Aligning Stakeholders in Operations Management Projects

The ISA-95 (IEC 62264) Enterprise-Control System Integration (part 1, part 2, part 3, part 4, part 5) international standard provides a model to help define the boundaries between the enterprise systems and process control systems.

As manufacturing operations seek to gain competitive efficiencies, this integration also involves a great number of people and their associated work processes within the organization.

Emerson's Michalle AdkinsEmerson’s Michalle Adkins, a Life Sciences Consulting Manager on the Global Industry Solutions team, shared her experiences on the stakeholders typically involved in an operations management / manufacturing execution project. A typical Life Sciences Syncade project involves many different business processes in a plant. In addition to the actual production process management, the plant processes include materials, equipment, people, documentation, batch record review, and batch release to name a few.

When the project team analyzes and dissects the materials management process, it likely will include receiving materials, taking samples, storing materials, releasing materials for use, dispensing appropriate quantities, adjusting inventories, charging the right materials to the batch production process, consuming materials/intermediates, and issuing the intermediates/products to inventory.

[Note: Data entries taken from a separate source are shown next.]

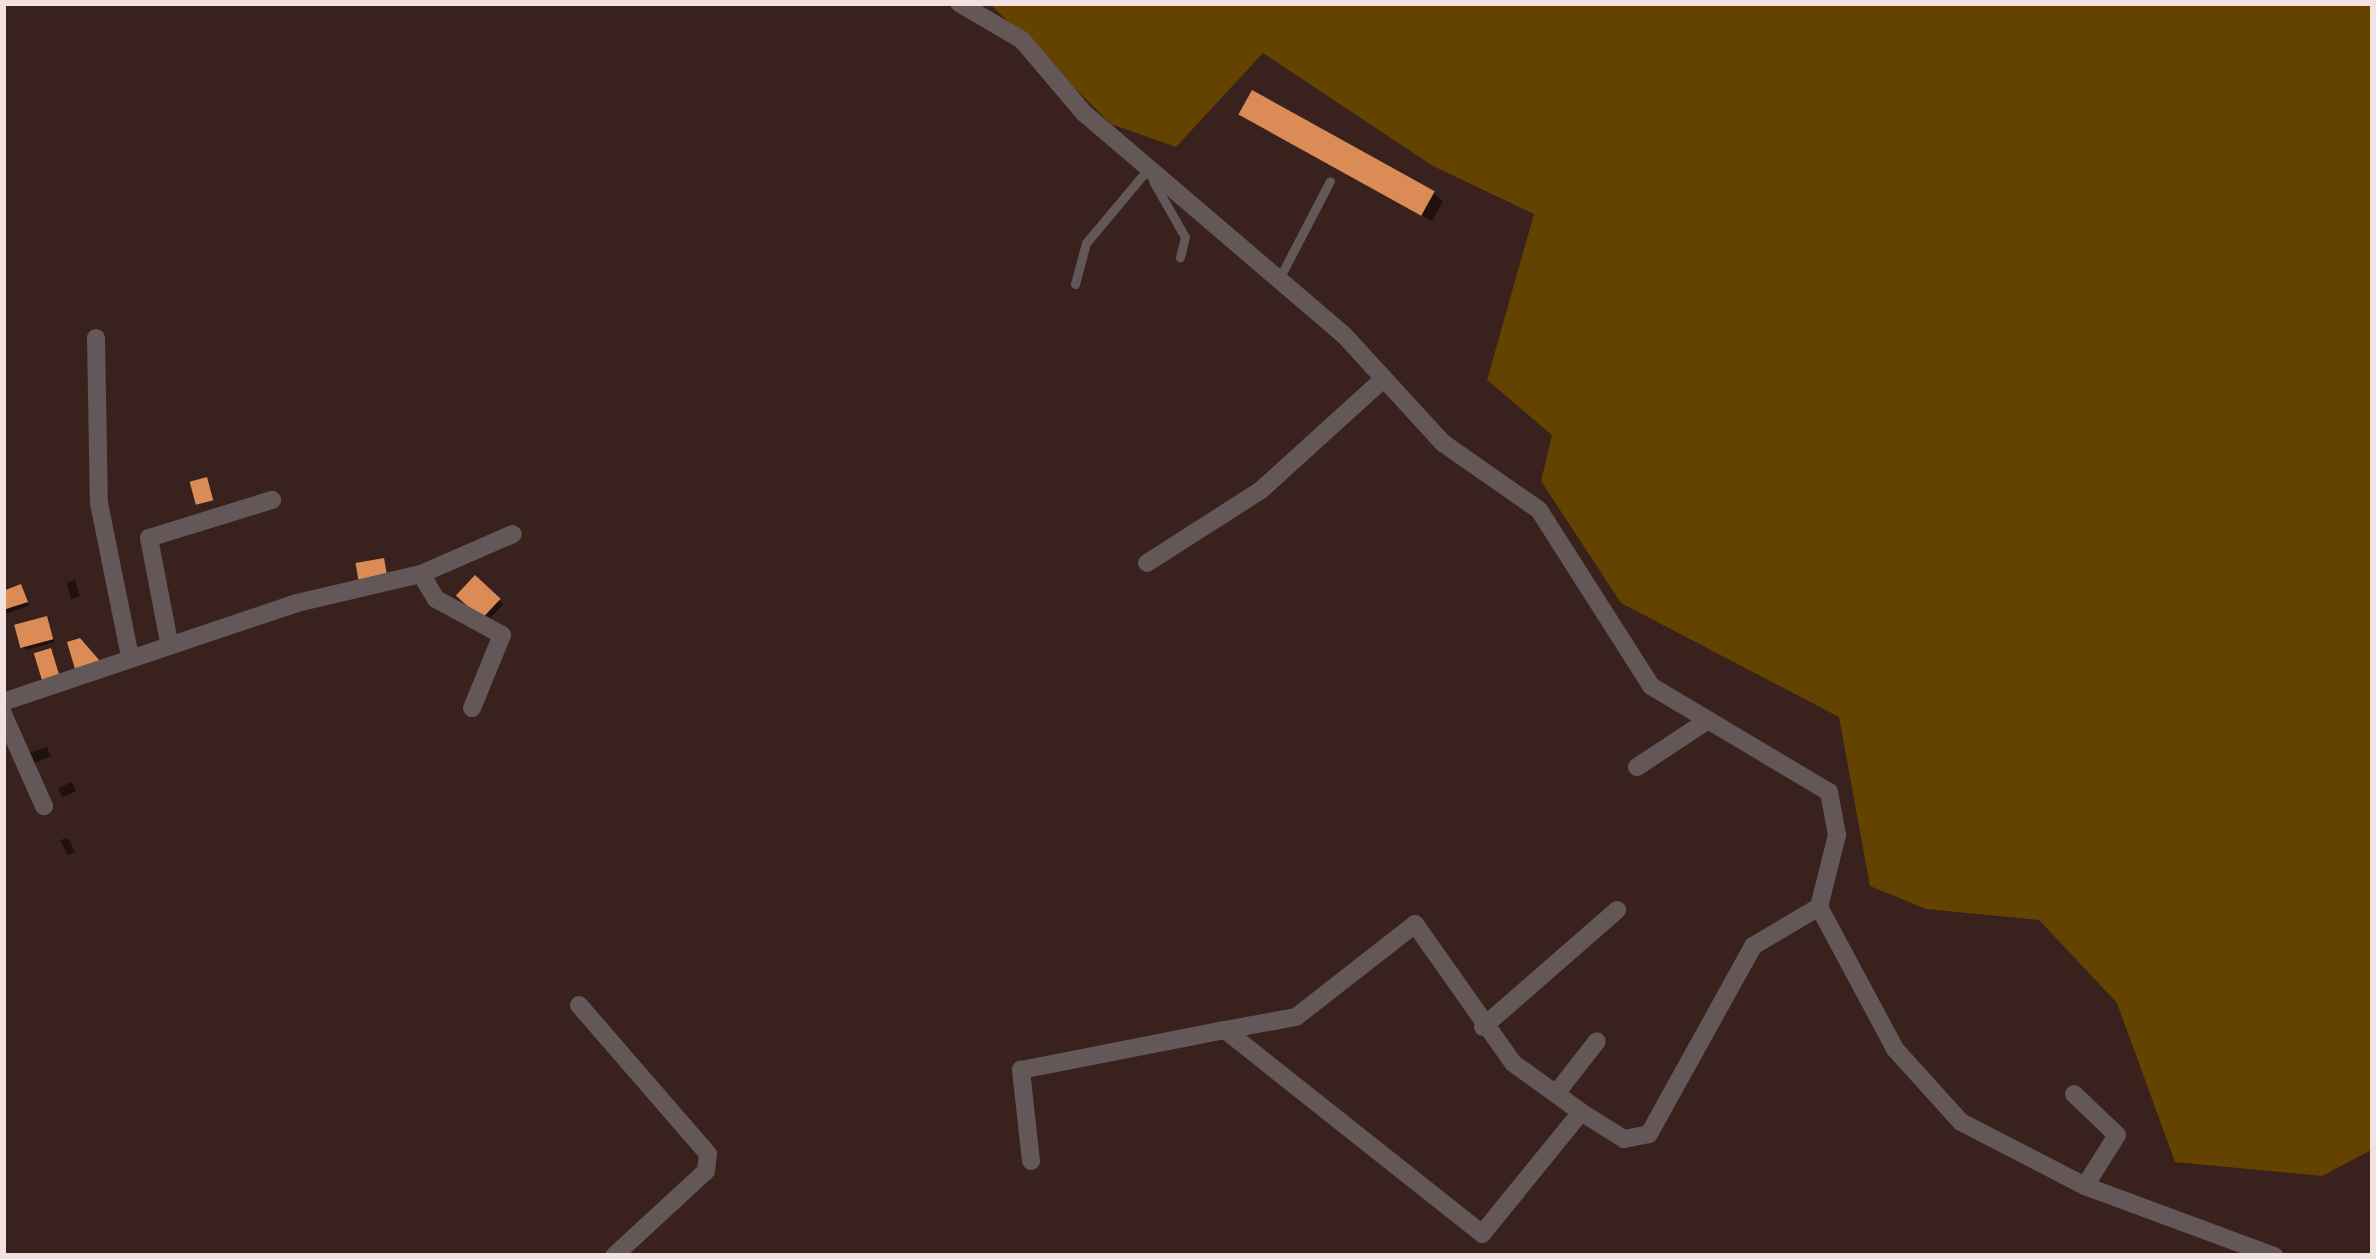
<!DOCTYPE html>
<html>
<head>
<meta charset="utf-8">
<style>
	body { margin:0 }
	#map { position:relative; width:2376px; height:1259px; overflow:hidden; background:#39211d; font-family:Cabin,sans-serif }
	div>[style] { position:absolute }
	[style*='--x'] { left:calc(var(--x)*1px); top:calc(var(--y)*1px); width:calc(var(--w)*1px); rotate:calc(var(--a)*1deg) }
	.green>* { inset:0; background:#644200 }
	.shadow>* { inset:0; background:#0007; transform-origin:0 0 }
	.building>* { inset:0; background:#db8b55; transform-origin:0 0 }
	.lane>* { height:9px; margin:-4.5px; padding:0 4.5px; transform-origin:4.5px; border-radius:4.5px; background:#635758 }
	.street>* { height:18px; margin:-9px; padding:0 9px; transform-origin:9px; border-radius:9px; background:#635758 }
	span { translate:-50% -50%; white-space:nowrap; text-align:center; line-height:1.15; -webkit-text-stroke:12px #190e0c; paint-order:stroke }
	.frame { position:absolute; inset:0; border:6px solid #f2e1de; pointer-events:none }
</style>
</head>
<body>
<div id="map">
	<div class="green">
		<i style="clip-path:polygon(989px 3px,2373px 3px,2373px 1149px,2322px 1176px,2175px 1162px,2117px 1003px,2039px 920px,1926px 909px,1870px 886px,1839px 717px,1621px 603px,1541px 481px,1552px 435px,1487px 380px,1534px 214px,1433px 166px,1263px 53px,1176px 147px,1111px 124px)"></i>
	</div>
	<div class="shadow">
		<i style="clip-path:polygon(1242px 113px,1434px 193px,1443px 201px,1432px 221px)"></i>
		<i style="left:75px;top:580px;width:17px;height:9px;rotate:73deg"></i>
		<i style="clip-path:polygon(475px 580px,503px 605px,487px 621px)"></i>
		<i style="clip-path:polygon(21px 588px,29px 606px,5px 614px,3px 594px)"></i>
		<i style="clip-path:polygon(46px 620px,55px 642px,26px 650px,22px 646px)"></i>
		<i style="clip-path:polygon(47px 747px,51px 756px,34px 763px,29px 753px)"></i>
		<i style="left:72px;top:782px;width:10px;height:15px;rotate:66deg"></i>
		<i style="clip-path:polygon(68px 838px,75px 852px,68px 855px,60px 840px)"></i>
	</div>
	<div class="building">
		<i style="left:1252px;top:90px;width:209px;height:28px;rotate:29deg"></i>
		<i style="left:207px;top:477px;width:24px;height:18px;rotate:75deg"></i>
		<i style="left:384px;top:558px;width:17px;height:29px;rotate:80deg"></i>
		<i style="left:475px;top:575px;width:35px;height:28px;rotate:43deg"></i>
		<i style="clip-path:polygon(21px 584px,28px 602px,3px 610px,3px 591px)"></i>
		<i style="left:47px;top:616px;width:24px;height:34px;rotate:75deg"></i>
		<i style="clip-path:polygon(80px 638px,100px 661px,75px 669px,67px 642px)"></i>
		<i style="left:51px;top:648px;width:30px;height:18px;rotate:73deg"></i>
	</div>
	<div class="lane">
		<i style="--x:1153;--y:181;--w:64;--a:60.3"></i>
		<i style="--x:1185;--y:237;--w:21;--a:104"></i>
		<i style="--x:1280;--y:277;--w:108;--a:-62.5"></i>
		<i style="--x:1075;--y:284;--w:42;--a:-75"></i>
		<i style="--x:1086;--y:243;--w:95;--a:-50.1"></i>
	</div>
	<div class="street">
		<i style="--x:959;--y:3;--w:73;--a:30.4"></i>
		<i style="--x:1022;--y:40;--w:96;--a:49.7"></i>
		<i style="--x:1084;--y:113;--w:342;--a:40.5"></i>
		<i style="--x:1344;--y:335;--w:147;--a:47.5"></i>
		<i style="--x:1443;--y:443;--w:117;--a:34.9"></i>
		<i style="--x:1539;--y:510;--w:209;--a:57.5"></i>
		<i style="--x:1651;--y:686;--w:207;--a:30.8"></i>
		<i style="--x:1829;--y:792;--w:44;--a:79.5"></i>
		<i style="--x:1837;--y:835;--w:74;--a:104"></i>
		<i style="--x:1819;--y:907;--w:161;--a:61.8"></i>
		<i style="--x:1895;--y:1049;--w:98;--a:47.9"></i>
		<i style="--x:1961;--y:1122;--w:140;--a:27.3"></i>
		<i style="--x:2085;--y:1186;--w:202;--a:20.3"></i>
		<i style="--x:96;--y:338;--w:165;--a:89"></i>
		<i style="--x:99;--y:503;--w:157;--a:78.6"></i>
		<i style="--x:1147;--y:563;--w:135;--a:-32.6"></i>
		<i style="--x:1261;--y:490;--w:162;--a:-42.2"></i>
		<i style="--x:421;--y:574;--w:29;--a:59"></i>
		<i style="--x:436;--y:599;--w:75;--a:28.6"></i>
		<i style="--x:502;--y:635;--w:79;--a:112.3"></i>
		<i style="--x:169;--y:642;--w:106;--a:-100.9"></i>
		<i style="--x:149;--y:538;--w:129;--a:-17.2"></i>
		<i style="--x:3;--y:702;--w:310;--a:-18.6"></i>
		<i style="--x:297;--y:603;--w:127;--a:-13.2"></i>
		<i style="--x:421;--y:574;--w:100;--a:-23.5"></i>
		<i style="--x:3;--y:714;--w:101;--a:66"></i>
		<i style="--x:1637;--y:767;--w:78;--a:-33.5"></i>
		<i style="--x:579;--y:1005;--w:197;--a:49.1"></i>
		<i style="--x:708;--y:1154;--w:17;--a:97"></i>
		<i style="--x:706;--y:1171;--w:125;--a:137.3"></i>
		<i style="--x:1483;--y:1027;--w:178;--a:-41.1"></i>
		<i style="--x:1225;--y:1030;--w:72;--a:-10.4"></i>
		<i style="--x:1296;--y:1017;--w:151;--a:-38"></i>
		<i style="--x:1415;--y:924;--w:170;--a:54.8"></i>
		<i style="--x:1513;--y:1063;--w:84;--a:35.8"></i>
		<i style="--x:1558;--y:1091;--w:63;--a:-52"></i>
		<i style="--x:2074;--y:1094;--w:59;--a:43.6"></i>
		<i style="--x:2117;--y:1135;--w:60;--a:122.1"></i>
		<i style="--x:1031;--y:1161;--w:92;--a:-96.3"></i>
		<i style="--x:1021;--y:1070;--w:208;--a:-11.1"></i>
		<i style="--x:1225;--y:1030;--w:328;--a:38.4"></i>
		<i style="--x:1482;--y:1234;--w:157;--a:-50.9"></i>
		<i style="--x:1581;--y:1112;--w:51;--a:32.1"></i>
		<i style="--x:1624;--y:1139;--w:25;--a:-11"></i>
		<i style="--x:1649;--y:1134;--w:215;--a:-61"></i>
		<i style="--x:1753;--y:946;--w:77;--a:-30.6"></i>
	</div>
	<div class="frame"></div>
</div>
</body>
</html>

These processes are also highly interdependent and integrated. The right quantity of the correct, released materials must be added to the right equipment. This equipment must be in the right state at the right point in the process. The people who are performing steps in the process must have been trained and approved to work on that production process.

Source: FabianLange at de.wikipedia, Ishikawa fishbone-type cause-and-effect diagram, http://jimc.me/15HAKPS

Source: FabianLange at de.wikipedia, Ishikawa fishbone-type cause-and-effect diagram, http://jimc.me/15HAKPS

To meet the project objectives and desired future state, all of the stakeholders impacted by a change in the workflows transitioning from a manual, paper-based process to an electronic batch record-based process, should be included in requirements gathering and business process analysis. It is also critical to gain alignment on the objectives and the vision of success.

Once these objectives, requirements, and a vision have been collected, distilled, and reviewed with the stakeholders, the potential solution is defined. During the definition of the solution architecture, potential implementation strategies and regulatory impact assessment are defined again providing opportunities to ask questions that keep stakeholders aligned.

And, as we highlighted in an earlier post, You Already Asked Me That!, it’s critical that the project consultants make sure that they are using a consistent vocabulary—the same acronyms or words with the same definitions as they speak with people in various departments across the organization. This helps avoid misunderstanding, uncover misperceptions of what other departments do, and keep the project vision in focus.

Michalle mentioned that during the course of these interview sessions, she has heard several interesting comments from her customers. Comments such as “I had no idea you did that!”, “This week was like drinking from a fire hose!”, and “Wow, is that what our process really looks like? We have a lot of non-value added activities.” These types of comments really highlight the value in stakeholder alignment and business process analysis for integration projects.